Looking at the Words on Busyness
I know this road. The Psalm 46:10 command isn't about stress management. It's a theological declaration: in the middle of everything falling apart, the posture God calls his people to is one that acknowledges dependence and releases the need to manage what only God can manage. This isn't passivity. It's the specific, difficult work of recognizing your limits.
The Martha and Mary account isn't a criticism of work or service. Martha's activity was legitimate and important. The problem Jesus names is "worried and upset about many things." The busyness has become anxiety. The service has become agitation. Mary had chosen presence — not instead of service, but as the foundation from which real service flows.
Jesus says "few things are needed — or indeed only one." In the midst of everything that seems urgent, there's one thing necessary. This is a radical claim about priority that runs directly against the logic of busyness, which says: everything is urgent, so everything must be done now.
The Quiet Part of This Truth
Busyness is often a choice made to avoid something. The full schedule can be a way to avoid silence that feels uncomfortable, questions that have no answers yet, emotions that would surface if the pace slowed. It can also be a form of identity. The person who is always busy is important, needed, in demand. Slowing down can feel like irrelevance.
It's worth asking honestly: what would you have to feel if you stopped? What would you've to think about? What conversation would you've to have? For many people, the busyness is doing work that they'd rather not examine. That's not a condemnation — it's a diagnostic question worth sitting with.
There's also a systemic dimension. Some busyness is the result of economic structures that demand unsustainable output. Working two jobs to stay housed isn't a spiritual problem to be solved by sitting at Jesus' feet. Naming the difference between systemic pressure and chosen over-commitment matters, because the response to each is different.

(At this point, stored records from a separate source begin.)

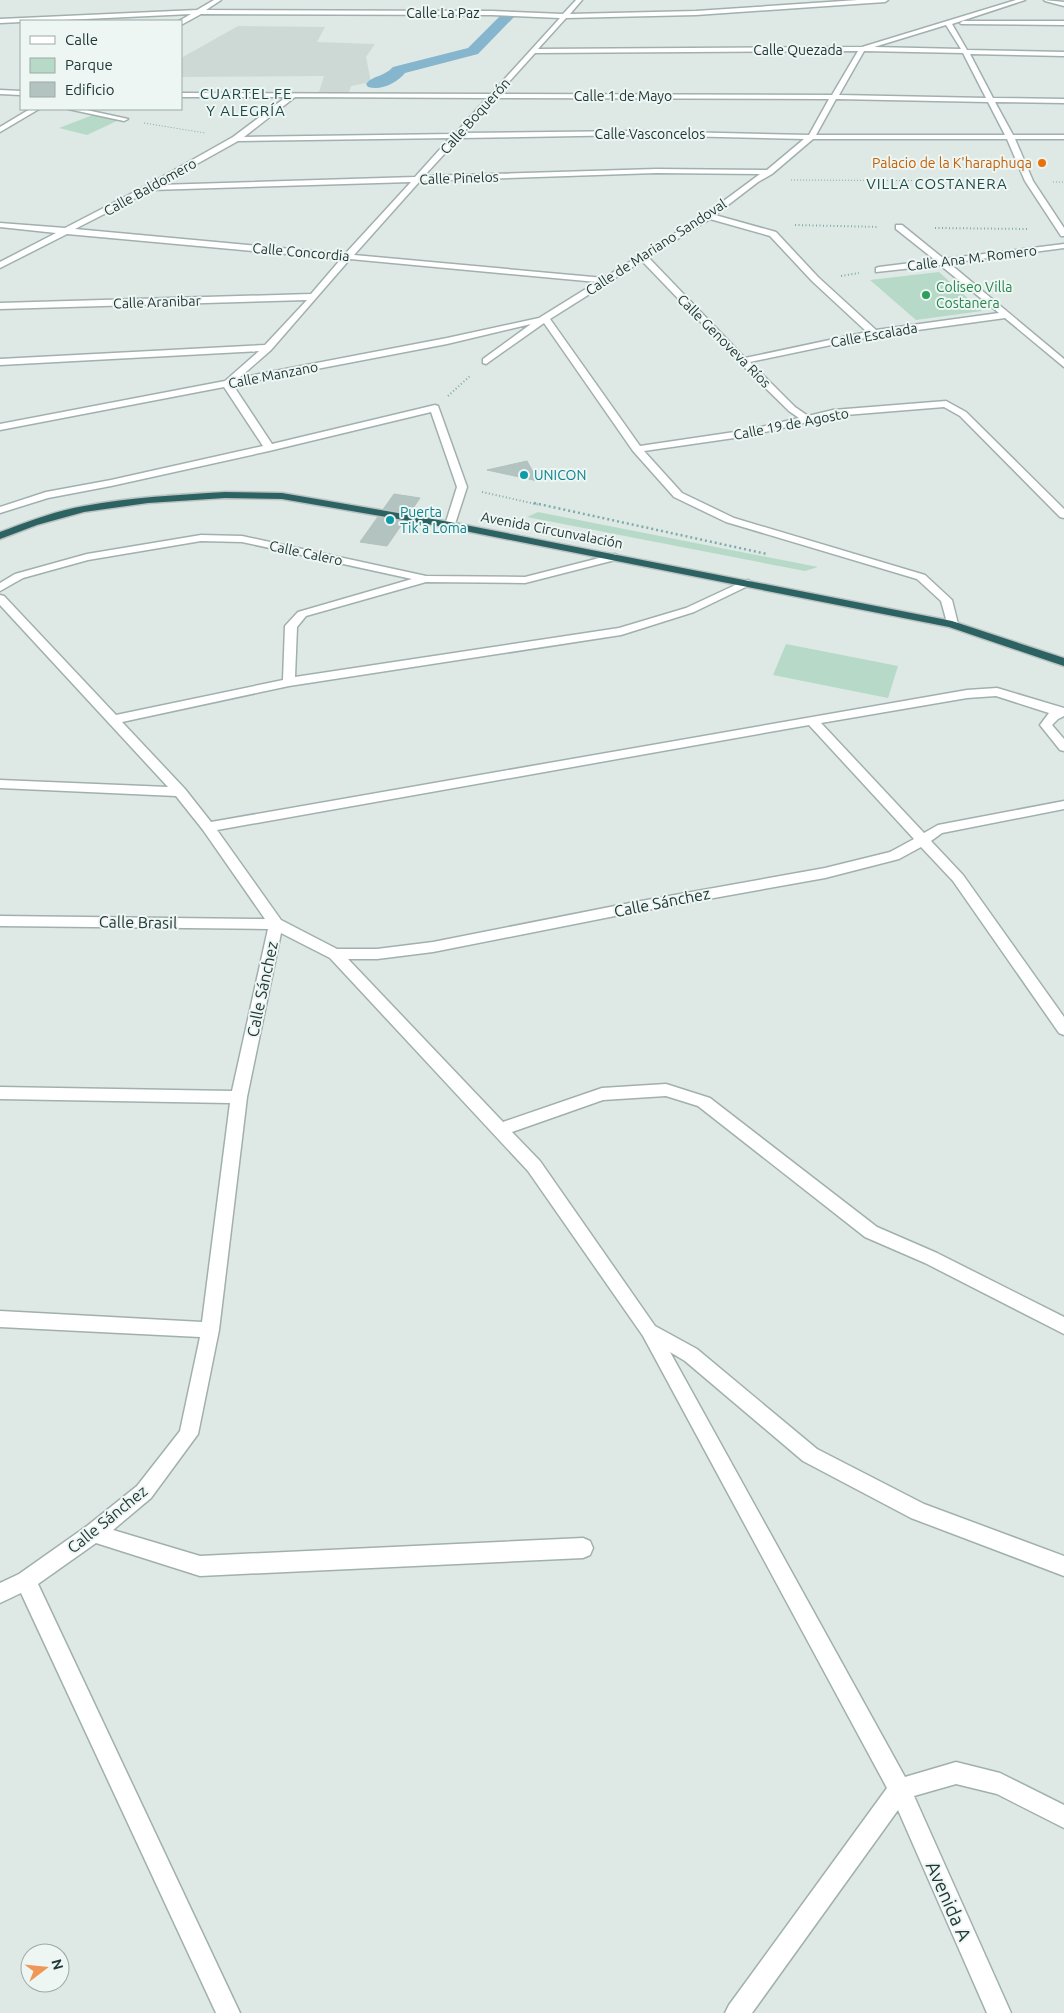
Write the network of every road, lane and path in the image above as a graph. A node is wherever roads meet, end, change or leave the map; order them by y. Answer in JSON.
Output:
{"nodes":[{"id":1,"x":218,"y":0,"type":"edge"},
{"id":2,"x":579,"y":0,"type":"edge"},
{"id":3,"x":885,"y":0,"type":"edge"},
{"id":4,"x":1022,"y":0,"type":"edge"},
{"id":5,"x":1047,"y":0,"type":"edge"},
{"id":6,"x":1064,"y":4,"type":"edge"},
{"id":7,"x":201,"y":12,"type":"junction"},
{"id":8,"x":564,"y":16,"type":"junction"},
{"id":9,"x":20,"y":20,"type":"edge"},
{"id":10,"x":22,"y":20,"type":"edge"},
{"id":11,"x":0,"y":21,"type":"edge"},
{"id":12,"x":182,"y":22,"type":"edge"},
{"id":13,"x":948,"y":23,"type":"junction"},
{"id":14,"x":1064,"y":23,"type":"edge"},
{"id":15,"x":862,"y":50,"type":"junction"},
{"id":16,"x":533,"y":51,"type":"junction"},
{"id":17,"x":966,"y":52,"type":"junction"},
{"id":18,"x":1064,"y":54,"type":"edge"},
{"id":19,"x":0,"y":92,"type":"edge"},
{"id":20,"x":20,"y":93,"type":"edge"},
{"id":21,"x":182,"y":95,"type":"edge"},
{"id":22,"x":292,"y":96,"type":"junction"},
{"id":23,"x":493,"y":96,"type":"junction"},
{"id":24,"x":834,"y":97,"type":"junction"},
{"id":25,"x":989,"y":100,"type":"junction"},
{"id":26,"x":1064,"y":101,"type":"edge"},
{"id":27,"x":33,"y":110,"type":"edge"},
{"id":28,"x":77,"y":110,"type":"edge"},
{"id":29,"x":124,"y":119,"type":"joint"},
{"id":30,"x":0,"y":130,"type":"edge"},
{"id":31,"x":456,"y":137,"type":"junction"},
{"id":32,"x":811,"y":137,"type":"junction"},
{"id":33,"x":1010,"y":137,"type":"junction"},
{"id":34,"x":1064,"y":137,"type":"edge"},
{"id":35,"x":237,"y":139,"type":"junction"},
{"id":36,"x":769,"y":172,"type":"junction"},
{"id":37,"x":418,"y":180,"type":"junction"},
{"id":38,"x":755,"y":180,"type":"junction"},
{"id":39,"x":1029,"y":182,"type":"junction"},
{"id":40,"x":1064,"y":182,"type":"edge"},
{"id":41,"x":149,"y":188,"type":"junction"},
{"id":42,"x":709,"y":216,"type":"junction"},
{"id":43,"x":0,"y":225,"type":"edge"},
{"id":44,"x":899,"y":227,"type":"dead end"},
{"id":45,"x":65,"y":232,"type":"junction"},
{"id":46,"x":1064,"y":234,"type":"edge"},
{"id":47,"x":1064,"y":246,"type":"edge"},
{"id":48,"x":348,"y":256,"type":"junction"},
{"id":49,"x":644,"y":258,"type":"junction"},
{"id":50,"x":940,"y":262,"type":"junction"},
{"id":51,"x":0,"y":265,"type":"edge"},
{"id":52,"x":880,"y":270,"type":"joint"},
{"id":53,"x":815,"y":279,"type":"junction"},
{"id":54,"x":603,"y":280,"type":"junction"},
{"id":55,"x":314,"y":297,"type":"junction"},
{"id":56,"x":0,"y":306,"type":"edge"},
{"id":57,"x":1007,"y":315,"type":"junction"},
{"id":58,"x":545,"y":318,"type":"junction"},
{"id":59,"x":874,"y":333,"type":"junction"},
{"id":60,"x":268,"y":348,"type":"junction"},
{"id":61,"x":486,"y":361,"type":"joint"},
{"id":62,"x":743,"y":361,"type":"junction"},
{"id":63,"x":0,"y":362,"type":"edge"},
{"id":64,"x":1064,"y":364,"type":"edge"},
{"id":65,"x":227,"y":384,"type":"junction"},
{"id":66,"x":435,"y":408,"type":"junction"},
{"id":67,"x":808,"y":420,"type":"junction"},
{"id":68,"x":0,"y":427,"type":"edge"},
{"id":69,"x":269,"y":448,"type":"junction"},
{"id":70,"x":637,"y":449,"type":"junction"},
{"id":71,"x":462,"y":487,"type":"junction"},
{"id":72,"x":0,"y":510,"type":"edge"},
{"id":73,"x":1064,"y":515,"type":"edge"},
{"id":74,"x":450,"y":525,"type":"junction"},
{"id":75,"x":0,"y":536,"type":"edge"},
{"id":76,"x":772,"y":556,"type":"dead end"},
{"id":77,"x":615,"y":557,"type":"junction"},
{"id":78,"x":426,"y":578,"type":"junction"},
{"id":79,"x":748,"y":583,"type":"junction"},
{"id":80,"x":0,"y":588,"type":"edge"},
{"id":81,"x":0,"y":598,"type":"edge"},
{"id":82,"x":952,"y":624,"type":"junction"},
{"id":83,"x":1064,"y":662,"type":"edge"},
{"id":84,"x":289,"y":682,"type":"junction"},
{"id":85,"x":1061,"y":712,"type":"edge"},
{"id":86,"x":112,"y":720,"type":"junction"},
{"id":87,"x":812,"y":721,"type":"junction"},
{"id":88,"x":1064,"y":747,"type":"edge"},
{"id":89,"x":0,"y":784,"type":"edge"},
{"id":90,"x":180,"y":792,"type":"junction"},
{"id":91,"x":1064,"y":805,"type":"edge"},
{"id":92,"x":208,"y":827,"type":"junction"},
{"id":93,"x":924,"y":840,"type":"junction"},
{"id":94,"x":0,"y":921,"type":"edge"},
{"id":95,"x":276,"y":924,"type":"junction"},
{"id":96,"x":335,"y":954,"type":"junction"},
{"id":97,"x":1064,"y":1030,"type":"edge"},
{"id":98,"x":0,"y":1093,"type":"edge"},
{"id":99,"x":238,"y":1097,"type":"junction"},
{"id":100,"x":499,"y":1130,"type":"junction"},
{"id":101,"x":0,"y":1319,"type":"edge"},
{"id":102,"x":1064,"y":1326,"type":"edge"},
{"id":103,"x":210,"y":1330,"type":"junction"},
{"id":104,"x":649,"y":1331,"type":"junction"},
{"id":105,"x":94,"y":1533,"type":"junction"},
{"id":106,"x":583,"y":1548,"type":"dead end"},
{"id":107,"x":1064,"y":1566,"type":"edge"},
{"id":108,"x":26,"y":1582,"type":"junction"},
{"id":109,"x":0,"y":1593,"type":"edge"},
{"id":110,"x":900,"y":1789,"type":"junction"},
{"id":111,"x":1064,"y":1817,"type":"edge"},
{"id":112,"x":228,"y":2013,"type":"edge"},
{"id":113,"x":737,"y":2013,"type":"edge"},
{"id":114,"x":999,"y":2013,"type":"edge"}],
"edges":[{"from":1,"to":7,"type":"street"},
{"from":2,"to":8,"type":"street","name":"Calle Boquerón"},
{"from":3,"to":8,"type":"street","name":"Calle La Paz"},
{"from":4,"to":13,"type":"street"},
{"from":5,"to":6,"type":"street"},
{"from":7,"to":8,"type":"street","name":"Calle La Paz"},
{"from":7,"to":10,"type":"street","name":"Calle La Paz"},
{"from":7,"to":12,"type":"street"},
{"from":8,"to":16,"type":"street","name":"Calle Boquerón"},
{"from":9,"to":11,"type":"street","name":"Calle La Paz"},
{"from":13,"to":14,"type":"street"},
{"from":13,"to":15,"type":"street"},
{"from":13,"to":17,"type":"street"},
{"from":15,"to":16,"type":"street","name":"Calle Quezada"},
{"from":15,"to":17,"type":"street","name":"Calle Quezada"},
{"from":15,"to":24,"type":"street","name":"Calle de Mariano Sandoval"},
{"from":16,"to":23,"type":"street","name":"Calle Boquerón"},
{"from":17,"to":18,"type":"street","name":"Calle Quezada"},
{"from":17,"to":25,"type":"street"},
{"from":19,"to":20,"type":"street"},
{"from":21,"to":22,"type":"street","name":"Calle 1 de Mayo"},
{"from":22,"to":23,"type":"street","name":"Calle 1 de Mayo"},
{"from":22,"to":35,"type":"street","name":"Calle Baldomero"},
{"from":23,"to":24,"type":"street","name":"Calle 1 de Mayo"},
{"from":23,"to":31,"type":"street","name":"Calle Boquerón"},
{"from":24,"to":25,"type":"street","name":"Calle 1 de Mayo"},
{"from":24,"to":32,"type":"street","name":"Calle de Mariano Sandoval"},
{"from":25,"to":26,"type":"street","name":"Calle 1 de Mayo"},
{"from":25,"to":33,"type":"street"},
{"from":27,"to":30,"type":"street"},
{"from":28,"to":29,"type":"street"},
{"from":29,"to":35,"type":"path"},
{"from":31,"to":32,"type":"street","name":"Calle Vasconcelos"},
{"from":31,"to":35,"type":"street","name":"Calle Vasconcelos"},
{"from":31,"to":37,"type":"street","name":"Calle Boquerón"},
{"from":32,"to":33,"type":"street","name":"Calle Vasconcelos"},
{"from":32,"to":36,"type":"street","name":"Calle de Mariano Sandoval"},
{"from":33,"to":34,"type":"street","name":"Calle Vasconcelos"},
{"from":33,"to":39,"type":"street"},
{"from":35,"to":41,"type":"street","name":"Calle Baldomero"},
{"from":36,"to":37,"type":"street","name":"Calle Pinelos"},
{"from":36,"to":38,"type":"street","name":"Calle de Mariano Sandoval"},
{"from":37,"to":41,"type":"street","name":"Calle Pinelos"},
{"from":37,"to":48,"type":"street","name":"Calle Boquerón"},
{"from":38,"to":39,"type":"path"},
{"from":38,"to":42,"type":"street","name":"Calle de Mariano Sandoval"},
{"from":39,"to":40,"type":"path"},
{"from":39,"to":46,"type":"street"},
{"from":41,"to":45,"type":"street","name":"Calle Baldomero"},
{"from":42,"to":49,"type":"street","name":"Calle de Mariano Sandoval"},
{"from":42,"to":53,"type":"street"},
{"from":43,"to":45,"type":"street","name":"Calle Concordia"},
{"from":44,"to":50,"type":"street"},
{"from":45,"to":48,"type":"street","name":"Calle Concordia"},
{"from":45,"to":51,"type":"street","name":"Calle Baldomero"},
{"from":47,"to":50,"type":"street","name":"Calle Ana M. Romero"},
{"from":48,"to":54,"type":"street","name":"Calle Concordia"},
{"from":48,"to":55,"type":"street","name":"Calle Boquerón"},
{"from":49,"to":54,"type":"street","name":"Calle de Mariano Sandoval"},
{"from":49,"to":62,"type":"street","name":"Calle Genoveva Ríos"},
{"from":50,"to":52,"type":"street","name":"Calle Ana M. Romero"},
{"from":50,"to":57,"type":"street"},
{"from":52,"to":53,"type":"path"},
{"from":53,"to":59,"type":"street"},
{"from":54,"to":58,"type":"street","name":"Calle de Mariano Sandoval"},
{"from":55,"to":56,"type":"street","name":"Calle Aranibar"},
{"from":55,"to":60,"type":"street","name":"Calle Boquerón"},
{"from":57,"to":59,"type":"street","name":"Calle Escalada"},
{"from":57,"to":64,"type":"street"},
{"from":58,"to":61,"type":"street","name":"Calle de Mariano Sandoval"},
{"from":58,"to":65,"type":"street","name":"Calle Manzano"},
{"from":58,"to":70,"type":"street"},
{"from":59,"to":62,"type":"street","name":"Calle Escalada"},
{"from":60,"to":63,"type":"street"},
{"from":60,"to":65,"type":"street","name":"Calle Boquerón"},
{"from":61,"to":66,"type":"path"},
{"from":62,"to":67,"type":"street","name":"Calle Genoveva Ríos"},
{"from":65,"to":68,"type":"street","name":"Calle Manzano"},
{"from":65,"to":69,"type":"street"},
{"from":66,"to":69,"type":"street"},
{"from":66,"to":71,"type":"street"},
{"from":67,"to":70,"type":"street","name":"Calle 19 de Agosto"},
{"from":67,"to":73,"type":"street","name":"Calle 19 de Agosto"},
{"from":69,"to":72,"type":"street"},
{"from":70,"to":82,"type":"street"},
{"from":71,"to":74,"type":"street"},
{"from":71,"to":76,"type":"path"},
{"from":74,"to":75,"type":"highway","name":"Avenida Circunvalación"},
{"from":74,"to":77,"type":"highway","name":"Avenida Circunvalación"},
{"from":77,"to":78,"type":"street","name":"Calle Calero"},
{"from":77,"to":79,"type":"highway","name":"Avenida Circunvalación"},
{"from":78,"to":80,"type":"street","name":"Calle Calero"},
{"from":78,"to":84,"type":"street"},
{"from":79,"to":82,"type":"highway","name":"Avenida Circunvalación"},
{"from":79,"to":84,"type":"street"},
{"from":81,"to":86,"type":"street"},
{"from":82,"to":83,"type":"highway","name":"Avenida Circunvalación"},
{"from":84,"to":86,"type":"street"},
{"from":85,"to":87,"type":"street"},
{"from":85,"to":88,"type":"street"},
{"from":86,"to":90,"type":"street"},
{"from":87,"to":92,"type":"street"},
{"from":87,"to":93,"type":"street"},
{"from":89,"to":90,"type":"street"},
{"from":90,"to":92,"type":"street"},
{"from":91,"to":93,"type":"street","name":"Calle Sánchez"},
{"from":92,"to":95,"type":"street"},
{"from":93,"to":96,"type":"street","name":"Calle Sánchez"},
{"from":93,"to":97,"type":"street"},
{"from":94,"to":95,"type":"street","name":"Calle Brasil"},
{"from":95,"to":96,"type":"street","name":"Calle Sánchez"},
{"from":95,"to":99,"type":"street","name":"Calle Sánchez"},
{"from":96,"to":100,"type":"street","name":"Avenida A"},
{"from":98,"to":99,"type":"street"},
{"from":99,"to":103,"type":"street","name":"Calle Sánchez"},
{"from":100,"to":102,"type":"street"},
{"from":100,"to":104,"type":"street","name":"Avenida A"},
{"from":101,"to":103,"type":"street"},
{"from":103,"to":105,"type":"street","name":"Calle Sánchez"},
{"from":104,"to":107,"type":"street"},
{"from":104,"to":110,"type":"street","name":"Avenida A"},
{"from":105,"to":106,"type":"street"},
{"from":105,"to":108,"type":"street","name":"Calle Sánchez"},
{"from":108,"to":109,"type":"street","name":"Calle Sánchez"},
{"from":108,"to":112,"type":"street"},
{"from":110,"to":111,"type":"street"},
{"from":110,"to":113,"type":"street"},
{"from":110,"to":114,"type":"street","name":"Avenida A"}]}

Where This Touches Daily Life
1. Schedule nothing for one hour this week and keep the appointment
Not one hour of productive things. One hour of nothing scheduled, protected, unkillable. No phone. Notice what surfaces. The anxiety, the pull toward filling it, the thoughts that come when the noise stops. This hour is diagnostic as much as restful. What does your interior life look like when you can hear it?
2. Practice the discipline of saying no to one thing per week
Not to obligations you've already made — to new ones. For a month, say no to one request per week that you would normally have said yes to. Notice the discomfort of it. Notice what fear the discomfort reveals. This practice builds the capacity that makes sustainable margin possible.
3. Identify your "one thing" in the Mary and Martha sense
What is the one thing, in Jesus' words, that is truly necessary? For most people who follow Jesus, this is some form of actual time with God, not task-completion prayer said while driving, but real presence. When that drops out because the schedule fills, everything downstream degrades. It comes first not because it's comfortable but because everything else depends on it.
4. Have an honest conversation with someone about the pace
Tell one person — your spouse, a close friend, a pastor. The actual pace you're running, including the parts you haven't said out loud. "I haven't had an unscheduled day in three months. I'm not sure I'm okay." That sentence, said out loud to someone who will take it seriously, often begins something.
A Prayer
God, I'm running so fast that I can't hear you. I'm asking you to give me the courage to stop — to be still in the way Psalm 46 describes, not because everything is under control but because you are God and I am not. I want to choose the one necessary thing before it gets crowded out. Help me slow down enough to know what matters. Amen.